Problem to work on
Restate the listing below word for word.

Data for processing
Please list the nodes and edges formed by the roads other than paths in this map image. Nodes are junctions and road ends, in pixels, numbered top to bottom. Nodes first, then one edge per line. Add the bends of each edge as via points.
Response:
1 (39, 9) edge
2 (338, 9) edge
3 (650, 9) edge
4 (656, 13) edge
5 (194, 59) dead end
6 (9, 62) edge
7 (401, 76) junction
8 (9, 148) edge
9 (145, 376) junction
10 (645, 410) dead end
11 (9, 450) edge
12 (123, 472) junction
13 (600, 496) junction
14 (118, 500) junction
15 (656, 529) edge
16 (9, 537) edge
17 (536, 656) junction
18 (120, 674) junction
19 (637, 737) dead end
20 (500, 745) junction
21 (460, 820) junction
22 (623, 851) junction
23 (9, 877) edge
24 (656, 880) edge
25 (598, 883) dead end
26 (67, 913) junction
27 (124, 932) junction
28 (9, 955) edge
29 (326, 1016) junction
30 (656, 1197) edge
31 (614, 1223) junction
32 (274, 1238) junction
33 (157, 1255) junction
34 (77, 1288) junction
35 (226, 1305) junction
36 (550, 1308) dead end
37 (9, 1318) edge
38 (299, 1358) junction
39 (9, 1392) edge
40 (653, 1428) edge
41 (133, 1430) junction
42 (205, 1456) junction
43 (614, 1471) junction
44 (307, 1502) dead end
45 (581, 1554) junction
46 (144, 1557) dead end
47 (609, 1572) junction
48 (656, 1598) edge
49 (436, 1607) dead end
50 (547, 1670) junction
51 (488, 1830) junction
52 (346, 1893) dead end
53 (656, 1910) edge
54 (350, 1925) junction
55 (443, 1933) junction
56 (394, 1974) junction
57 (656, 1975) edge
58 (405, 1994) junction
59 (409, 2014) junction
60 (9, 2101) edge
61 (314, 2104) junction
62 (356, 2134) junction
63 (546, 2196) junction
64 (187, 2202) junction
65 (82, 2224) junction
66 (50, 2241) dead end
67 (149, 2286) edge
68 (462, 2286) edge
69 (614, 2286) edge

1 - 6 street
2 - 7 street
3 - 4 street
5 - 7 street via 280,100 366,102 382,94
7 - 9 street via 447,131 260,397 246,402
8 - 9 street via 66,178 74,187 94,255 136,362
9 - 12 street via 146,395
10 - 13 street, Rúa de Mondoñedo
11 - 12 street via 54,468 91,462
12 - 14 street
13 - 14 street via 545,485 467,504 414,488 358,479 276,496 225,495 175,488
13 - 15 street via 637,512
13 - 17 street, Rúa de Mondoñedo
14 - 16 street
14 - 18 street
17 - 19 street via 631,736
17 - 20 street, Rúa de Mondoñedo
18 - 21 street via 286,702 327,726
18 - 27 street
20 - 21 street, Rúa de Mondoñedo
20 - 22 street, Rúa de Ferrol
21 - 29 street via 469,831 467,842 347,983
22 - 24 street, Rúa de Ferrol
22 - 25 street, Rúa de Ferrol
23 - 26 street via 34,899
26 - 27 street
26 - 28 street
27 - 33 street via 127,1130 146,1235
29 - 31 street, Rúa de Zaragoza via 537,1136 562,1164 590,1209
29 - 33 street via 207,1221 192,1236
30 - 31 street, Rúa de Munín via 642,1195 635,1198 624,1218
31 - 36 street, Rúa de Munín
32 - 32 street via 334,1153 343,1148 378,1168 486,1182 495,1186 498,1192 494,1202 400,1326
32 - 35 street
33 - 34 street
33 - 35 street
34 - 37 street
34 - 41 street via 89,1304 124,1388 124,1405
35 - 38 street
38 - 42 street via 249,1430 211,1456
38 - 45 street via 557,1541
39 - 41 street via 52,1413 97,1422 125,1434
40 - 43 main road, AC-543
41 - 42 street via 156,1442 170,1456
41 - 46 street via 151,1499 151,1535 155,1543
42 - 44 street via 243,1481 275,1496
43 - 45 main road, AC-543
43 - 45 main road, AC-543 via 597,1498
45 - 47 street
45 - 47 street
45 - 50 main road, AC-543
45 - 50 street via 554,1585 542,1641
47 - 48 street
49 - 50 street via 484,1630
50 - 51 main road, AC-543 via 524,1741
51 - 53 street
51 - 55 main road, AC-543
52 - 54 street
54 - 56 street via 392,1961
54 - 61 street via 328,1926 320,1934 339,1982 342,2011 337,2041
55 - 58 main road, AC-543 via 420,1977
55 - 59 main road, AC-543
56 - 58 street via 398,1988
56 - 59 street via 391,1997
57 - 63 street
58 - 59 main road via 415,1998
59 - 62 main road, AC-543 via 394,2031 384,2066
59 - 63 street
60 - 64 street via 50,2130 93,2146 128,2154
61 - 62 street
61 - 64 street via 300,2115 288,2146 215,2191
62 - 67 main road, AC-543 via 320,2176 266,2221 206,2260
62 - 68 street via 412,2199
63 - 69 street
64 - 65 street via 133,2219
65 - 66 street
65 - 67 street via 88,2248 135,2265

Response box
Please list the nodes and edges formed by the roads other than paths in this map image. Nodes are junctions and road ends, in pixels, numbered top to bottom. Nodes first, then one edge per line. Add the bends of each edge as via points.
Response:
1 (39, 9) edge
2 (338, 9) edge
3 (650, 9) edge
4 (656, 13) edge
5 (194, 59) dead end
6 (9, 62) edge
7 (401, 76) junction
8 (9, 148) edge
9 (145, 376) junction
10 (645, 410) dead end
11 (9, 450) edge
12 (123, 472) junction
13 (600, 496) junction
14 (118, 500) junction
15 (656, 529) edge
16 (9, 537) edge
17 (536, 656) junction
18 (120, 674) junction
19 (637, 737) dead end
20 (500, 745) junction
21 (460, 820) junction
22 (623, 851) junction
23 (9, 877) edge
24 (656, 880) edge
25 (598, 883) dead end
26 (67, 913) junction
27 (124, 932) junction
28 (9, 955) edge
29 (326, 1016) junction
30 (656, 1197) edge
31 (614, 1223) junction
32 (274, 1238) junction
33 (157, 1255) junction
34 (77, 1288) junction
35 (226, 1305) junction
36 (550, 1308) dead end
37 (9, 1318) edge
38 (299, 1358) junction
39 (9, 1392) edge
40 (653, 1428) edge
41 (133, 1430) junction
42 (205, 1456) junction
43 (614, 1471) junction
44 (307, 1502) dead end
45 (581, 1554) junction
46 (144, 1557) dead end
47 (609, 1572) junction
48 (656, 1598) edge
49 (436, 1607) dead end
50 (547, 1670) junction
51 (488, 1830) junction
52 (346, 1893) dead end
53 (656, 1910) edge
54 (350, 1925) junction
55 (443, 1933) junction
56 (394, 1974) junction
57 (656, 1975) edge
58 (405, 1994) junction
59 (409, 2014) junction
60 (9, 2101) edge
61 (314, 2104) junction
62 (356, 2134) junction
63 (546, 2196) junction
64 (187, 2202) junction
65 (82, 2224) junction
66 (50, 2241) dead end
67 (149, 2286) edge
68 (462, 2286) edge
69 (614, 2286) edge

1 - 6 street
2 - 7 street
3 - 4 street
5 - 7 street via 280,100 366,102 382,94
7 - 9 street via 447,131 260,397 246,402
8 - 9 street via 66,178 74,187 94,255 136,362
9 - 12 street via 146,395
10 - 13 street, Rúa de Mondoñedo
11 - 12 street via 54,468 91,462
12 - 14 street
13 - 14 street via 545,485 467,504 414,488 358,479 276,496 225,495 175,488
13 - 15 street via 637,512
13 - 17 street, Rúa de Mondoñedo
14 - 16 street
14 - 18 street
17 - 19 street via 631,736
17 - 20 street, Rúa de Mondoñedo
18 - 21 street via 286,702 327,726
18 - 27 street
20 - 21 street, Rúa de Mondoñedo
20 - 22 street, Rúa de Ferrol
21 - 29 street via 469,831 467,842 347,983
22 - 24 street, Rúa de Ferrol
22 - 25 street, Rúa de Ferrol
23 - 26 street via 34,899
26 - 27 street
26 - 28 street
27 - 33 street via 127,1130 146,1235
29 - 31 street, Rúa de Zaragoza via 537,1136 562,1164 590,1209
29 - 33 street via 207,1221 192,1236
30 - 31 street, Rúa de Munín via 642,1195 635,1198 624,1218
31 - 36 street, Rúa de Munín
32 - 32 street via 334,1153 343,1148 378,1168 486,1182 495,1186 498,1192 494,1202 400,1326
32 - 35 street
33 - 34 street
33 - 35 street
34 - 37 street
34 - 41 street via 89,1304 124,1388 124,1405
35 - 38 street
38 - 42 street via 249,1430 211,1456
38 - 45 street via 557,1541
39 - 41 street via 52,1413 97,1422 125,1434
40 - 43 main road, AC-543
41 - 42 street via 156,1442 170,1456
41 - 46 street via 151,1499 151,1535 155,1543
42 - 44 street via 243,1481 275,1496
43 - 45 main road, AC-543
43 - 45 main road, AC-543 via 597,1498
45 - 47 street
45 - 47 street
45 - 50 main road, AC-543
45 - 50 street via 554,1585 542,1641
47 - 48 street
49 - 50 street via 484,1630
50 - 51 main road, AC-543 via 524,1741
51 - 53 street
51 - 55 main road, AC-543
52 - 54 street
54 - 56 street via 392,1961
54 - 61 street via 328,1926 320,1934 339,1982 342,2011 337,2041
55 - 58 main road, AC-543 via 420,1977
55 - 59 main road, AC-543
56 - 58 street via 398,1988
56 - 59 street via 391,1997
57 - 63 street
58 - 59 main road via 415,1998
59 - 62 main road, AC-543 via 394,2031 384,2066
59 - 63 street
60 - 64 street via 50,2130 93,2146 128,2154
61 - 62 street
61 - 64 street via 300,2115 288,2146 215,2191
62 - 67 main road, AC-543 via 320,2176 266,2221 206,2260
62 - 68 street via 412,2199
63 - 69 street
64 - 65 street via 133,2219
65 - 66 street
65 - 67 street via 88,2248 135,2265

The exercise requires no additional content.